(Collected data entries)
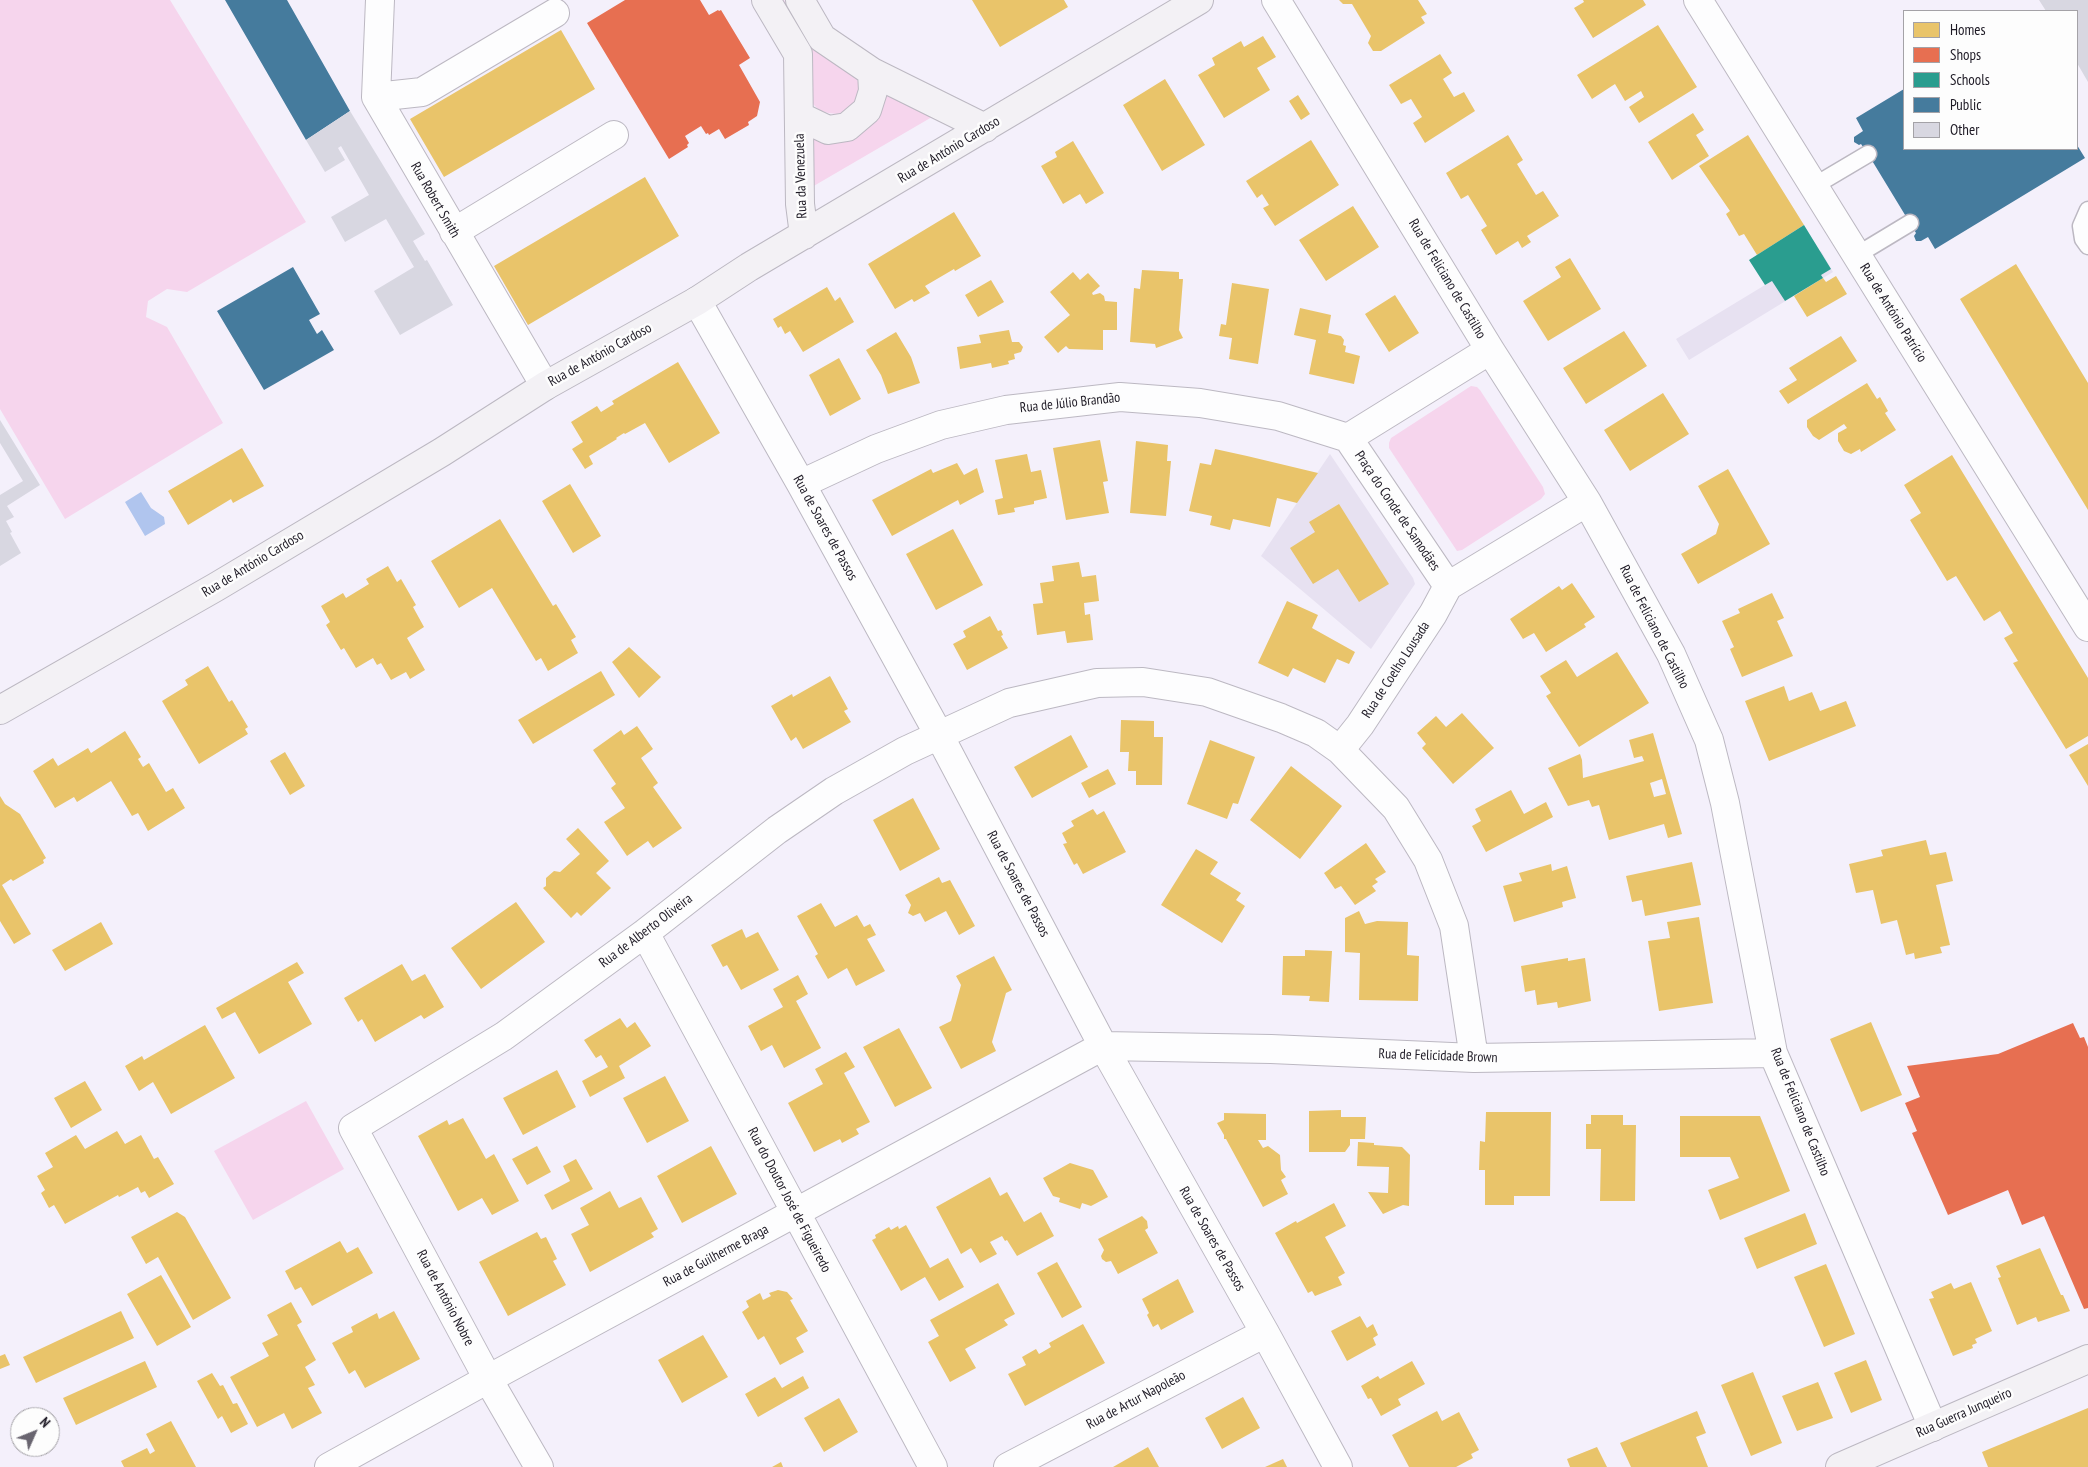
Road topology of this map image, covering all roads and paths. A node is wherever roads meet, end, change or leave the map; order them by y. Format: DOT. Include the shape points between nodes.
graph roads {
  1 [pos="380,0"];
  2 [pos="766,0"];
  3 [pos="800,0"];
  4 [pos="1199,0"];
  5 [pos="1276,0"];
  6 [pos="1698,0"];
  7 [pos="555,13"];
  8 [pos="872,72"];
  9 [pos="376,97"];
  10 [pos="799,116"];
  11 [pos="985,128"];
  12 [pos="614,134"];
  13 [pos="1868,154"];
  14 [pos="1814,186"];
  15 [pos="2088,210"];
  16 [pos="1910,223"];
  17 [pos="454,232"];
  18 [pos="804,235"];
  19 [pos="2088,246"];
  20 [pos="1857,255"];
  21 [pos="696,301"];
  22 [pos="1490,350"];
  23 [pos="545,386"];
  24 [pos="1348,438"];
  25 [pos="801,484"];
  26 [pos="1587,502"];
  27 [pos="1448,586"];
  28 [pos="2088,627"];
  29 [pos="0,710"];
  30 [pos="940,735"];
  31 [pos="1340,750"];
  32 [pos="645,933"];
  33 [pos="1103,1046"];
  34 [pos="1773,1053"];
  35 [pos="1474,1058"];
  36 [pos="353,1128"];
  37 [pos="796,1213"];
  38 [pos="1265,1333"];
  39 [pos="2088,1359"];
  40 [pos="488,1379"];
  41 [pos="1933,1427"];
  42 [pos="329,1467"];
  43 [pos="539,1467"];
  44 [pos="934,1467"];
  45 [pos="1008,1467"];
  46 [pos="1338,1467"];
  47 [pos="1840,1467"];
  1 -- 9 [label="street"];
  2 -- 10 [label="street, Rua da Venezuela" via="798,54"];
  3 -- 8 [label="street" via="822,38"];
  4 -- 11 [label="street, Rua de António Cardoso"];
  5 -- 22 [label="street, Rua de Feliciano de Castilho"];
  6 -- 14 [label="street, Rua de António Patrício"];
  7 -- 9 [label="street" via="422,92"];
  8 -- 10 [label="street, Rua da Venezuela" via="873,91 867,110 847,127 828,130"];
  8 -- 11 [label="street"];
  9 -- 17 [label="street, Rua Robert Smith"];
  10 -- 18 [label="street, Rua da Venezuela" via="800,204"];
  11 -- 18 [label="street, Rua de António Cardoso"];
  12 -- 17 [label="street"];
  13 -- 14 [label="lane"];
  14 -- 20 [label="street, Rua de António Patrício"];
  15 -- 19 [label="lane" via="2081,226"];
  16 -- 20 [label="lane"];
  17 -- 23 [label="street, Rua Robert Smith"];
  18 -- 21 [label="street, Rua de António Cardoso"];
  20 -- 28 [label="street, Rua de António Patrício"];
  21 -- 23 [label="street, Rua de António Cardoso"];
  21 -- 25 [label="street, Rua de Soares de Passos"];
  22 -- 24 [label="street, Praça do Conde de Samodães"];
  22 -- 26 [label="street, Rua de Feliciano de Castilho"];
  23 -- 29 [label="street, Rua de António Cardoso" via="442,452 224,582"];
  24 -- 25 [label="street, Rua de Júlio Brandão" via="1268,414 1200,403 1120,397 1006,410 941,425"];
  24 -- 27 [label="street, Praça do Conde de Samodães"];
  25 -- 30 [label="street, Rua de Soares de Passos"];
  26 -- 27 [label="street, Praça do Conde de Samodães"];
  26 -- 34 [label="street, Rua de Feliciano de Castilho" via="1671,654 1709,740 1725,803"];
  27 -- 31 [label="street, Rua de Coelho Lousada" via="1360,725"];
  30 -- 31 [label="street, Rua de Alberto Oliveira" via="1017,701 1096,683 1143,682 1207,692 1316,733"];
  30 -- 32 [label="street, Rua de Alberto Oliveira" via="826,796"];
  30 -- 33 [label="street, Rua de Soares de Passos"];
  31 -- 35 [label="street, Rua de Alberto Oliveira" via="1396,808 1428,860 1454,926"];
  32 -- 36 [label="street, Rua de Alberto Oliveira" via="504,1036"];
  32 -- 37 [label="street, Rua do Doutor José de Figueiredo"];
  33 -- 35 [label="street, Rua de Felicidade Brown"];
  33 -- 37 [label="street, Rua de Guilherme Braga"];
  33 -- 38 [label="street, Rua de Soares de Passos"];
  34 -- 35 [label="street, Rua de Felicidade Brown"];
  34 -- 41 [label="street, Rua de Feliciano de Castilho"];
  36 -- 40 [label="street, Rua de António Nobre"];
  37 -- 40 [label="street, Rua de Guilherme Braga"];
  37 -- 44 [label="street, Rua do Doutor José de Figueiredo"];
  38 -- 45 [label="street, Rua de Artur Napoleão"];
  38 -- 46 [label="street, Rua de Soares de Passos"];
  39 -- 41 [label="street, Rua Guerra Junqueiro"];
  40 -- 42 [label="street, Rua de Guilherme Braga"];
  40 -- 43 [label="street, Rua de António Nobre"];
  41 -- 47 [label="street, Rua Guerra Junqueiro"];
}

### WHAT THIS TASK INVOLVES
The lines to return are those with the string "Alberto" in them; copy each from the entries above.

### RESULT OF THIS EXERCISE
  30 -- 31 [label="street, Rua de Alberto Oliveira" via="1017,701 1096,683 1143,682 1207,692 1316,733"];
  30 -- 32 [label="street, Rua de Alberto Oliveira" via="826,796"];
  31 -- 35 [label="street, Rua de Alberto Oliveira" via="1396,808 1428,860 1454,926"];
  32 -- 36 [label="street, Rua de Alberto Oliveira" via="504,1036"];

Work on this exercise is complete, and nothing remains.